- What to do:
The records follow. Filter them to the lines that hold "Esquilino".

- Supplied information:
[Start of Attachment]

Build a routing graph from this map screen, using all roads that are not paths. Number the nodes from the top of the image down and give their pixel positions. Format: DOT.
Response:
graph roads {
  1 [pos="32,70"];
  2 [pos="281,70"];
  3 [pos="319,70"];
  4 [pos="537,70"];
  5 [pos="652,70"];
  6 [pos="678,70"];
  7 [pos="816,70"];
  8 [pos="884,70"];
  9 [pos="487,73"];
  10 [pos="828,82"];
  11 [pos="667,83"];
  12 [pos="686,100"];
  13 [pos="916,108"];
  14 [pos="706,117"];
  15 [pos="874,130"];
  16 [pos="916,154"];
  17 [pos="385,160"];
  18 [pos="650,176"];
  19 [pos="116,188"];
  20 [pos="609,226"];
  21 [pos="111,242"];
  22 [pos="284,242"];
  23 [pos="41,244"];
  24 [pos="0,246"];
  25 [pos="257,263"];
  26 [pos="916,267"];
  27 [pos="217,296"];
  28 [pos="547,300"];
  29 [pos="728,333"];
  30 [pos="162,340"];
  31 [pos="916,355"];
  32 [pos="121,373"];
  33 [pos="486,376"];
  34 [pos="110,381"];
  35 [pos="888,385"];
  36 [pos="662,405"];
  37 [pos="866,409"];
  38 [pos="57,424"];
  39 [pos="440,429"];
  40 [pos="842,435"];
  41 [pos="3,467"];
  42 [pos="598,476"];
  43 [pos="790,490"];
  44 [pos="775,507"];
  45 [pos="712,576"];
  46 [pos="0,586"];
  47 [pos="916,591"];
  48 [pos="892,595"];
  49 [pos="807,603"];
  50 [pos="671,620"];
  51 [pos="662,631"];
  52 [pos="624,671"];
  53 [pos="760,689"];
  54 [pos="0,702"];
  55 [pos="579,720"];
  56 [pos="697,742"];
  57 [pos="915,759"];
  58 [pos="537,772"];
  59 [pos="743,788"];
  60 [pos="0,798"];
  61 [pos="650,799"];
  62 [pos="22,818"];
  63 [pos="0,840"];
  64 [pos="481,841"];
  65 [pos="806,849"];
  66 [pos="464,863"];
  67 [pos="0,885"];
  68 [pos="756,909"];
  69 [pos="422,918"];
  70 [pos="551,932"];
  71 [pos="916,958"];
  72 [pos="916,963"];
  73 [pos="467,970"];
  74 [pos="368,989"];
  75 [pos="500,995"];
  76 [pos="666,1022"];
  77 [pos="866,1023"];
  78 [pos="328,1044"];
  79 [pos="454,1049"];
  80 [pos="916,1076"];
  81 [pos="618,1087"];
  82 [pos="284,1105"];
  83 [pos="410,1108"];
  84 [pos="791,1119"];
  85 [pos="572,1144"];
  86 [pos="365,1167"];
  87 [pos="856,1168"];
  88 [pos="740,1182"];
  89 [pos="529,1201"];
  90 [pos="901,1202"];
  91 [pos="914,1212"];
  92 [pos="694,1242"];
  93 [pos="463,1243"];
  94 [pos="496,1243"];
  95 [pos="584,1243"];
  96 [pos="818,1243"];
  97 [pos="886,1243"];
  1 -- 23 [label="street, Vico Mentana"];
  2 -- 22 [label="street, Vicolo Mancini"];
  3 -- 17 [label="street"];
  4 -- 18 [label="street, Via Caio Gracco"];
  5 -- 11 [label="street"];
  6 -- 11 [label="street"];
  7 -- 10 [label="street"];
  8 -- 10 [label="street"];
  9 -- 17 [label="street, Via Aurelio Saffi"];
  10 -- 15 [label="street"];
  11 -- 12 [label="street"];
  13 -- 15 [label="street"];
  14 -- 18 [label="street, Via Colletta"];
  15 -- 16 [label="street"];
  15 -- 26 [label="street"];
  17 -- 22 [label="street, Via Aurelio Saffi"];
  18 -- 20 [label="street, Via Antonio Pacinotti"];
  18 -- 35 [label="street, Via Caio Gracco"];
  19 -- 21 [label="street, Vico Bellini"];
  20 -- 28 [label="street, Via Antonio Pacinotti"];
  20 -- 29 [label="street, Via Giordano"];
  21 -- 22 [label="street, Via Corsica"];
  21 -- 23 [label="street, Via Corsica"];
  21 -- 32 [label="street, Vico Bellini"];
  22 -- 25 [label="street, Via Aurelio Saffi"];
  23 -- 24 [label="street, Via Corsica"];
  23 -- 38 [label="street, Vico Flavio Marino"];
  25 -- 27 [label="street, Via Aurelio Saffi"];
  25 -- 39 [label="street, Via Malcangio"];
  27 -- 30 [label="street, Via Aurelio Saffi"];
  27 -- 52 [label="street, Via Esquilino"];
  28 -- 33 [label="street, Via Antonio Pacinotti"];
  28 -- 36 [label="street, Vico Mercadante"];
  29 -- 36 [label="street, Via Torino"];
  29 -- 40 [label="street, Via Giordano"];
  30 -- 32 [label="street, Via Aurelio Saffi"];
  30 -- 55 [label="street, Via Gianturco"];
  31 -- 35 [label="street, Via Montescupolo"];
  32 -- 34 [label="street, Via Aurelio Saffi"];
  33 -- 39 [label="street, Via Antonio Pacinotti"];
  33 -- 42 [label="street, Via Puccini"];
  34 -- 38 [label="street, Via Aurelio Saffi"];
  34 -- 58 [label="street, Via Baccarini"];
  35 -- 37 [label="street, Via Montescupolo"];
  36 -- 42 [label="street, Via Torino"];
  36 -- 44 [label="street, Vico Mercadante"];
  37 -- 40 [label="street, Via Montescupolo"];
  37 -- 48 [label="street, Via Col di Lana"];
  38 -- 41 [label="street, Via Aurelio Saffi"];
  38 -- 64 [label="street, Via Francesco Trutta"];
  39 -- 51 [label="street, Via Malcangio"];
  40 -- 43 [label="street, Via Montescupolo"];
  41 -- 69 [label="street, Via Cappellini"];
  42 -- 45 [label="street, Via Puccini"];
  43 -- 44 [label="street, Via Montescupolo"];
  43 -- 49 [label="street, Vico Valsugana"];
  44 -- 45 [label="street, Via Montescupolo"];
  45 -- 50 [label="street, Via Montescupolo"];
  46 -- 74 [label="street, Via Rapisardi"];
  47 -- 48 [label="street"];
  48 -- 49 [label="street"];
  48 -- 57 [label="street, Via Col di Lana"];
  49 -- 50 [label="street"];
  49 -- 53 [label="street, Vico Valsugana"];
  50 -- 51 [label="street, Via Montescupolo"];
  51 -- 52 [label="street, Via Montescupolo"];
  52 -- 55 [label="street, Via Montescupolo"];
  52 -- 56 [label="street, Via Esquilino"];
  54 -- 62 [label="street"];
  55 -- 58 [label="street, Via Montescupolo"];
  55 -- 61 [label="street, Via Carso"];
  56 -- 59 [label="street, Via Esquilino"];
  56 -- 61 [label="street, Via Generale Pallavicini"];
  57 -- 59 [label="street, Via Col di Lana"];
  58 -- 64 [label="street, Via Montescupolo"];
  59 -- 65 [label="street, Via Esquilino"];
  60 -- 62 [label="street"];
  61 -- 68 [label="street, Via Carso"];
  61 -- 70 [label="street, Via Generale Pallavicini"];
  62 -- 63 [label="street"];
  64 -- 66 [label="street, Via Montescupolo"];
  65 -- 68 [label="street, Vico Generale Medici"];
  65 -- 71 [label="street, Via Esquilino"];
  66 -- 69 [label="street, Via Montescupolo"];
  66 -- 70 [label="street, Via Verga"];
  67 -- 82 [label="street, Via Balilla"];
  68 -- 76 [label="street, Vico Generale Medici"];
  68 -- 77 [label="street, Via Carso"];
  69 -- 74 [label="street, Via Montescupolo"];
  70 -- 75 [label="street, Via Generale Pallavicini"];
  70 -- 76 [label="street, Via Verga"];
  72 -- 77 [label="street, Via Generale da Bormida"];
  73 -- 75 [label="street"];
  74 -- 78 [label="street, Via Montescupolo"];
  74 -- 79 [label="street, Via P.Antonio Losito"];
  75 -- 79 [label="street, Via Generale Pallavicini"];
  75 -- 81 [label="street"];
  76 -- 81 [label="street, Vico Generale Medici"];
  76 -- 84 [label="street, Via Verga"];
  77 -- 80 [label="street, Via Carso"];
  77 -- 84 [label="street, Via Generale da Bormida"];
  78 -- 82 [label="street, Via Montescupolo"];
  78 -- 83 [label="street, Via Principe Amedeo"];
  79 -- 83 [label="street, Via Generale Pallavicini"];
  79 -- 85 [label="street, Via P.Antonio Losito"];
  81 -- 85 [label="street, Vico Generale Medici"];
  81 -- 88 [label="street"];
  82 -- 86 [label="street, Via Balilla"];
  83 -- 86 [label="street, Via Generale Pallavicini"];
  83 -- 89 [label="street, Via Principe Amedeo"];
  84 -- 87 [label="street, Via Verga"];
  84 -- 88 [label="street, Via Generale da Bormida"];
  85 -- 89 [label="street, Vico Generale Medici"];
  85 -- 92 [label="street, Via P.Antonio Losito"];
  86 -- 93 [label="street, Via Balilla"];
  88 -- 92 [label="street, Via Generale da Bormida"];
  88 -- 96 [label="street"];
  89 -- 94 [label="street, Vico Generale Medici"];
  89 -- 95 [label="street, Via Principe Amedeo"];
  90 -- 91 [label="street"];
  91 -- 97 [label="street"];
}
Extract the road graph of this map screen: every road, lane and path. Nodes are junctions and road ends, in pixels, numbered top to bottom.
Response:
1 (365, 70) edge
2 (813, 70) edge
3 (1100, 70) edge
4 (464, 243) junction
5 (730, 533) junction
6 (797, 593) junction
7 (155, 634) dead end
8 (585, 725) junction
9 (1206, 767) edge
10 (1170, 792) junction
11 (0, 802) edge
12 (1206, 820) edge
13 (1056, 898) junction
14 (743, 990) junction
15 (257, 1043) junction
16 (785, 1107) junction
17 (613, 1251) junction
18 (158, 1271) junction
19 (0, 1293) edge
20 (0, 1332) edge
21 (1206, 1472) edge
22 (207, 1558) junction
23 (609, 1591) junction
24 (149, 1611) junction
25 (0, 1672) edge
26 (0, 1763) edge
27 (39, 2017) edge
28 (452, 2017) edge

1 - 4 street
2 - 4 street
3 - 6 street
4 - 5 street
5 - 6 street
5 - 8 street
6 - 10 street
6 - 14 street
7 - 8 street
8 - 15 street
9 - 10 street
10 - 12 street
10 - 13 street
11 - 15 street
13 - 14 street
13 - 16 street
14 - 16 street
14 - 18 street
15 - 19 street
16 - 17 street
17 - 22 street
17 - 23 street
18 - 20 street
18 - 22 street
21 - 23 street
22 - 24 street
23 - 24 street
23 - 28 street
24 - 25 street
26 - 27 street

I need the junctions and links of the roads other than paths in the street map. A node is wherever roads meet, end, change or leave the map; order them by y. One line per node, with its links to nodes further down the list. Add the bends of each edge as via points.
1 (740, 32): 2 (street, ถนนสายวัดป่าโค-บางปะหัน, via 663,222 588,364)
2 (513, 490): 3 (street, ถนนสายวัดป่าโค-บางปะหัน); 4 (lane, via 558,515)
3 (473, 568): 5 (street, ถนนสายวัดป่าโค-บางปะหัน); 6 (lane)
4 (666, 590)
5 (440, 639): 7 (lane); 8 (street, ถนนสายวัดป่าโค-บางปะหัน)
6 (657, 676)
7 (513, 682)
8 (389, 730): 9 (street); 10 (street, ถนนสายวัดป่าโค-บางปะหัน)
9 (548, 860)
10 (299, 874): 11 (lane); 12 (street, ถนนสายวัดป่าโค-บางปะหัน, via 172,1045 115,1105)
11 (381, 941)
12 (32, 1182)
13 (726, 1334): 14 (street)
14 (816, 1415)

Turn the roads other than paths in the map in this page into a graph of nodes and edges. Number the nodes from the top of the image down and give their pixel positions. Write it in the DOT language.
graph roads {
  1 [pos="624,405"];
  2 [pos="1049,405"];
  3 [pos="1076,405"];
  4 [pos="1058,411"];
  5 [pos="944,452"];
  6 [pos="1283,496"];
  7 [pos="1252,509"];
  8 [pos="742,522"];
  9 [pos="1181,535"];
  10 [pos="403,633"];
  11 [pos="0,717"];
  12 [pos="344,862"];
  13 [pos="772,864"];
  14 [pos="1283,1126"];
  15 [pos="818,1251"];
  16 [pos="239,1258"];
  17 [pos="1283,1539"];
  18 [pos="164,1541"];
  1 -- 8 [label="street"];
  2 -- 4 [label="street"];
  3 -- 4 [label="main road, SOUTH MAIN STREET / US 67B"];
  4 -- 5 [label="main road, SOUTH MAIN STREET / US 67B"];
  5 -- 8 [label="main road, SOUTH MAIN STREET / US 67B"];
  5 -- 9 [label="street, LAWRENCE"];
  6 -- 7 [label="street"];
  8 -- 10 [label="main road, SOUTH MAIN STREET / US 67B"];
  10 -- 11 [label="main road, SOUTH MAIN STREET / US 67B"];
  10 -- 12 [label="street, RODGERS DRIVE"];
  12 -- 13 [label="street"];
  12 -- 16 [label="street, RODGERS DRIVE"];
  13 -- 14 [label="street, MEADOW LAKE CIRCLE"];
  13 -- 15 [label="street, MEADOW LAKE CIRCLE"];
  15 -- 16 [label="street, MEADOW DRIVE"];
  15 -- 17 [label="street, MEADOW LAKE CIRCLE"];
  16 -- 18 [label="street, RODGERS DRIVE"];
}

[End of Attachment]

- Worked solution:
  27 -- 52 [label="street, Via Esquilino"];
  52 -- 56 [label="street, Via Esquilino"];
  56 -- 59 [label="street, Via Esquilino"];
  59 -- 65 [label="street, Via Esquilino"];
  65 -- 71 [label="street, Via Esquilino"];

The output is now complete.